Another increasingly prominent systemic issue all stakeholders are grappling with is the need for sharp discounts and immediate savings upon the introduction of the biosimilar. Given that biosimilars promise cost savings for the healthcare system, it makes sense that all stakeholders would be looking for these savings right off the bat. But as several companies have reconsidered or adjusted their investment in biosimilars over the past few months, there’s a lot of concern about the impact of this short-term mindset. As numerous experts acknowledged during the conference, many stakeholders have to operate on the short term. For instance, patients approach spending on a day-to-day basis when it comes to balancing the costs of living with the costs of their chronic treatment needs. Similarly, employers and payers renegotiate healthcare contracts on a yearly basis, and, as such, there’s always pressure for attractive rebates and greater cost savings.
There’s no magic solution to eliminating our reliance on short-term goals — though this certainly didn’t stop me from asking multiple experts throughout the conference for their thoughts on what a magical solution might be. As one audience member argued, it's important to point out in conversations with payers that, without biosimilars on the market, the payer will only continue to see high prices because of that lack of competition. Innovators may be playing fast and loose with their rebates and discounts to fend off biosimilar competition today, but should biosimilar competition disappear, payers will not continue to see those innovator-related cost savings in the future. As such, there needs to be greater understanding of the long-term impact and benefits of biosimilar competition.

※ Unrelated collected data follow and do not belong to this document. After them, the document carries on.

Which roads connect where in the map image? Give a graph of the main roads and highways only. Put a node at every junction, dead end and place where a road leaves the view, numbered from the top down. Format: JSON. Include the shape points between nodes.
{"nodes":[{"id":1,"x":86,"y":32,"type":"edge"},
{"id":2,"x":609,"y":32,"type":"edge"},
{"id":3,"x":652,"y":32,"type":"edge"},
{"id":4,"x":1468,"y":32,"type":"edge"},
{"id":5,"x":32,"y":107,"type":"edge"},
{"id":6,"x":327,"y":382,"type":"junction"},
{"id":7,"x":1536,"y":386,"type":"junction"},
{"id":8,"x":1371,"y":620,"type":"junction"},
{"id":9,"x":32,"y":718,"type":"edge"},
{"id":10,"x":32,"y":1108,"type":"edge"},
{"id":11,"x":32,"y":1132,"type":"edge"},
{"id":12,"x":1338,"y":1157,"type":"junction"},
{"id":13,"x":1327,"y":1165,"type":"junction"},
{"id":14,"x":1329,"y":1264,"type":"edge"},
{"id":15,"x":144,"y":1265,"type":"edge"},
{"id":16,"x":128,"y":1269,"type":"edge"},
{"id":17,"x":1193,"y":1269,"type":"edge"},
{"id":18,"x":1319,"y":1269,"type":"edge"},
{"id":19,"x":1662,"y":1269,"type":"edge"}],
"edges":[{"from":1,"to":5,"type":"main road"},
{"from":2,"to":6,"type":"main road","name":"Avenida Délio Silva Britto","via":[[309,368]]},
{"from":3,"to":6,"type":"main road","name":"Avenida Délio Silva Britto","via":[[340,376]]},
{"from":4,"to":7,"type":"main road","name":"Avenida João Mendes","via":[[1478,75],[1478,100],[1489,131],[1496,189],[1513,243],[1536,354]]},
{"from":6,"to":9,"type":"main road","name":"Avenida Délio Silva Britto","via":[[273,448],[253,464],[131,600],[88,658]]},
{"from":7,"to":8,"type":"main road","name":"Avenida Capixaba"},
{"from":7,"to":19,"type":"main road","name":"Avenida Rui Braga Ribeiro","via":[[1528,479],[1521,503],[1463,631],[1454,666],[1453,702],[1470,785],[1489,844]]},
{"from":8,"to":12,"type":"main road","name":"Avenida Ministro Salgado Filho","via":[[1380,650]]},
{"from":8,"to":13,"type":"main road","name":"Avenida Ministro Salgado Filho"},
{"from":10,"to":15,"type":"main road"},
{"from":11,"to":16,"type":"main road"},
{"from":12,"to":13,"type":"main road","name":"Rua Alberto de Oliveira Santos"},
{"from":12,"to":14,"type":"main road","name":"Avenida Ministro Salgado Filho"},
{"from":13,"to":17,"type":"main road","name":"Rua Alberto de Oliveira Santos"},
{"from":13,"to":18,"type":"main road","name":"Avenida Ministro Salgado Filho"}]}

Ultimately, we need to reframe how we consider and communicate about costs throughout the industry. As Engert argued, even the most modest biosimilars discounts — for example, 10 percent — help check the upwards of 10 percent price increases we see each year for the innovator products. If we think five years out, what was originally a 10 percent biosimilar discount becomes a 40 percent discount off the price of the innovator. In the U.S., a 35 percent discount in the first year will be equivalent to a 60 percent discount to the innovator’s price in five years.
We may be facing an inflection point as companies determine to what extent they wish to remain involved in the industry. But Engert continued to emphasize throughout his presentation that we don’t yet know in which direction this inflection point is going. “There’s hope,” he said. “The biosimilar industry is incredibly complex, and it’s true that almost every day or every week, we confront a new hurdle. In my view, though, as long as we find ways to successfully manage and mitigate the risks, the returns are there.”